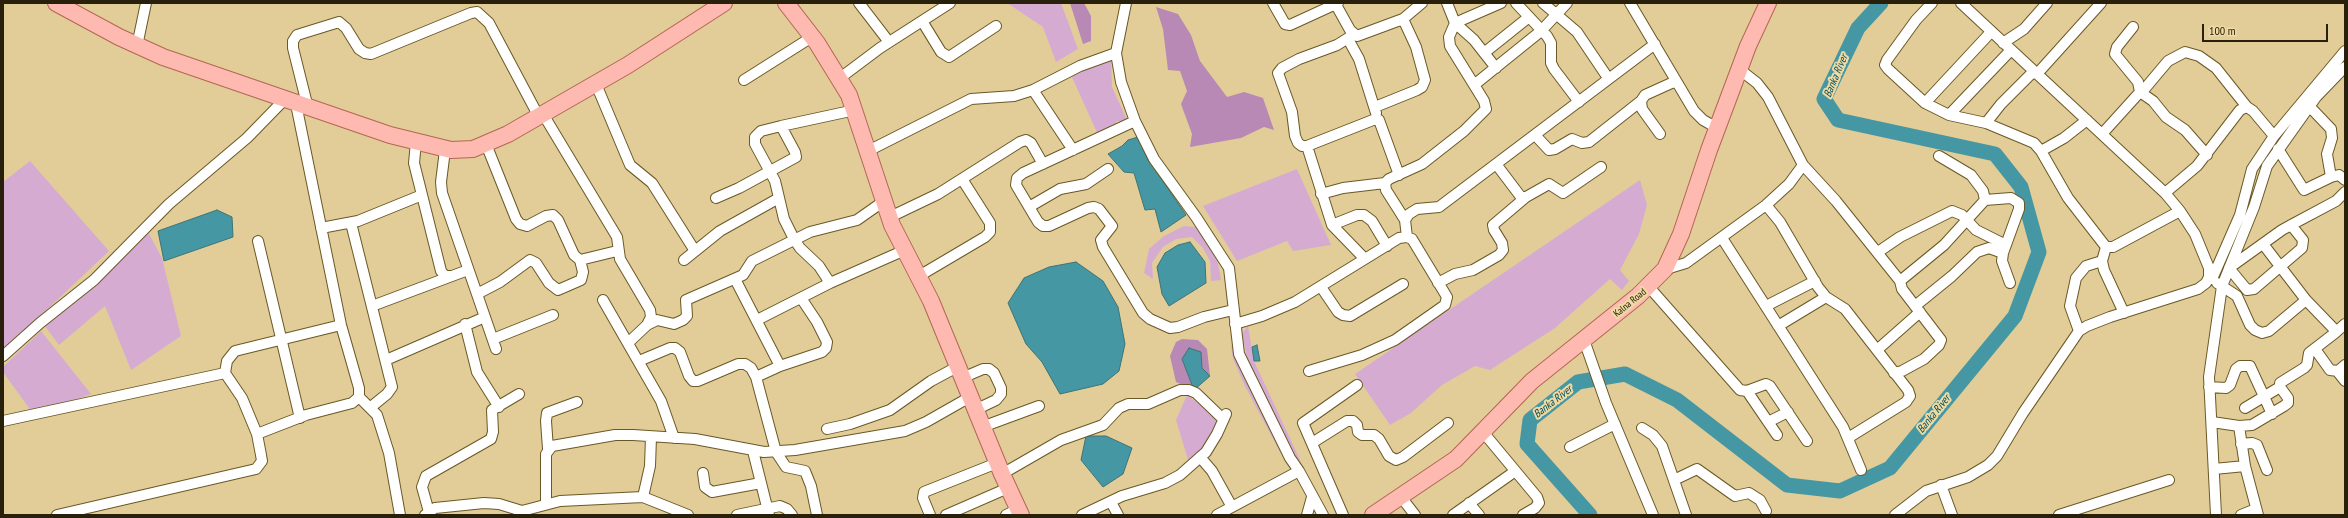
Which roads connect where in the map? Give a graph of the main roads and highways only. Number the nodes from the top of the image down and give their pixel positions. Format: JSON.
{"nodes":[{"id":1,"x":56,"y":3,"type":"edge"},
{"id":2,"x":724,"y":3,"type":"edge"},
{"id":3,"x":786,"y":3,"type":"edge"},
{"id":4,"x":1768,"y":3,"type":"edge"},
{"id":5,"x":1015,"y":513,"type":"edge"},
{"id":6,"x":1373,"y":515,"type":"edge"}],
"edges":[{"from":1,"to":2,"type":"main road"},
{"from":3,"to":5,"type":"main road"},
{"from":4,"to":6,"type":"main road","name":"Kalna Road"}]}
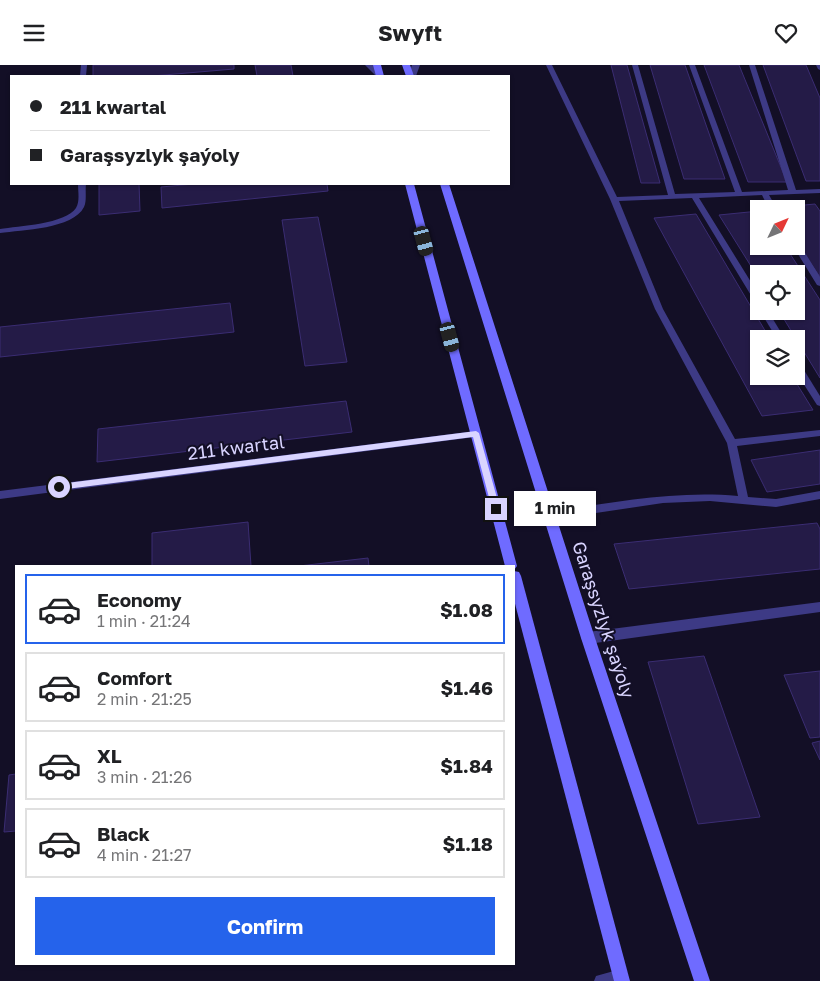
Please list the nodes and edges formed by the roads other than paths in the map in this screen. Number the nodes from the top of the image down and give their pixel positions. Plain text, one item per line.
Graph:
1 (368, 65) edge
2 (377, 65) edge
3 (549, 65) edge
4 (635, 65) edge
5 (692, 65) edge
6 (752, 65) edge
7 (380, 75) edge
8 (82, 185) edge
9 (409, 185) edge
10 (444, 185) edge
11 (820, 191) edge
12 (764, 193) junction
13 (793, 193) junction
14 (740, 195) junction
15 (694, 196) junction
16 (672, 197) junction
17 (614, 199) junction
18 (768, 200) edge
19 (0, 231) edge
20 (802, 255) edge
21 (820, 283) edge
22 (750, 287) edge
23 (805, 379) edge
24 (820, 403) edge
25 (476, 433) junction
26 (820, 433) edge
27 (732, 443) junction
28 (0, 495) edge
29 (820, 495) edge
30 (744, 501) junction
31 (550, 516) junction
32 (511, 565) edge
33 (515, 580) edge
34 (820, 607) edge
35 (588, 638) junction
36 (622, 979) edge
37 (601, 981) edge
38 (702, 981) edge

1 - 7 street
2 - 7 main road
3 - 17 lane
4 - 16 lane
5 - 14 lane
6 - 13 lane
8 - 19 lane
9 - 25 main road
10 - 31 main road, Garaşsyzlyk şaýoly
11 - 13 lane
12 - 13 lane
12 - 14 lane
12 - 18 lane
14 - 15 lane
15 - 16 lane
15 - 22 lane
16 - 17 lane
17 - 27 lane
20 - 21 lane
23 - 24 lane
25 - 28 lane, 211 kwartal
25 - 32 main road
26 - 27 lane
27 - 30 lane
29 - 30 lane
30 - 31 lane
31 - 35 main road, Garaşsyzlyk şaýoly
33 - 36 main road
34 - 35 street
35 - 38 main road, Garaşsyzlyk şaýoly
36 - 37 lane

**What to work on**
If a record above holds a picture, leave the picture out and write out everything else exactly.

**Written solution**
Which roads connect where in the map? Give a graph of the main roads and highways only. Number the nodes from the top of the image down and give their pixel positions. Format: JSON.
{"nodes":[{"id":1,"x":56,"y":3,"type":"edge"},
{"id":2,"x":724,"y":3,"type":"edge"},
{"id":3,"x":786,"y":3,"type":"edge"},
{"id":4,"x":1768,"y":3,"type":"edge"},
{"id":5,"x":1015,"y":513,"type":"edge"},
{"id":6,"x":1373,"y":515,"type":"edge"}],
"edges":[{"from":1,"to":2,"type":"main road"},
{"from":3,"to":5,"type":"main road"},
{"from":4,"to":6,"type":"main road","name":"Kalna Road"}]}
Please list the nodes and edges formed by the roads other than paths in the map in this screen. Number the nodes from the top of the image down and give their pixel positions. Plain text, one item per line.
Graph:
1 (368, 65) edge
2 (377, 65) edge
3 (549, 65) edge
4 (635, 65) edge
5 (692, 65) edge
6 (752, 65) edge
7 (380, 75) edge
8 (82, 185) edge
9 (409, 185) edge
10 (444, 185) edge
11 (820, 191) edge
12 (764, 193) junction
13 (793, 193) junction
14 (740, 195) junction
15 (694, 196) junction
16 (672, 197) junction
17 (614, 199) junction
18 (768, 200) edge
19 (0, 231) edge
20 (802, 255) edge
21 (820, 283) edge
22 (750, 287) edge
23 (805, 379) edge
24 (820, 403) edge
25 (476, 433) junction
26 (820, 433) edge
27 (732, 443) junction
28 (0, 495) edge
29 (820, 495) edge
30 (744, 501) junction
31 (550, 516) junction
32 (511, 565) edge
33 (515, 580) edge
34 (820, 607) edge
35 (588, 638) junction
36 (622, 979) edge
37 (601, 981) edge
38 (702, 981) edge

1 - 7 street
2 - 7 main road
3 - 17 lane
4 - 16 lane
5 - 14 lane
6 - 13 lane
8 - 19 lane
9 - 25 main road
10 - 31 main road, Garaşsyzlyk şaýoly
11 - 13 lane
12 - 13 lane
12 - 14 lane
12 - 18 lane
14 - 15 lane
15 - 16 lane
15 - 22 lane
16 - 17 lane
17 - 27 lane
20 - 21 lane
23 - 24 lane
25 - 28 lane, 211 kwartal
25 - 32 main road
26 - 27 lane
27 - 30 lane
29 - 30 lane
30 - 31 lane
31 - 35 main road, Garaşsyzlyk şaýoly
33 - 36 main road
34 - 35 street
35 - 38 main road, Garaşsyzlyk şaýoly
36 - 37 lane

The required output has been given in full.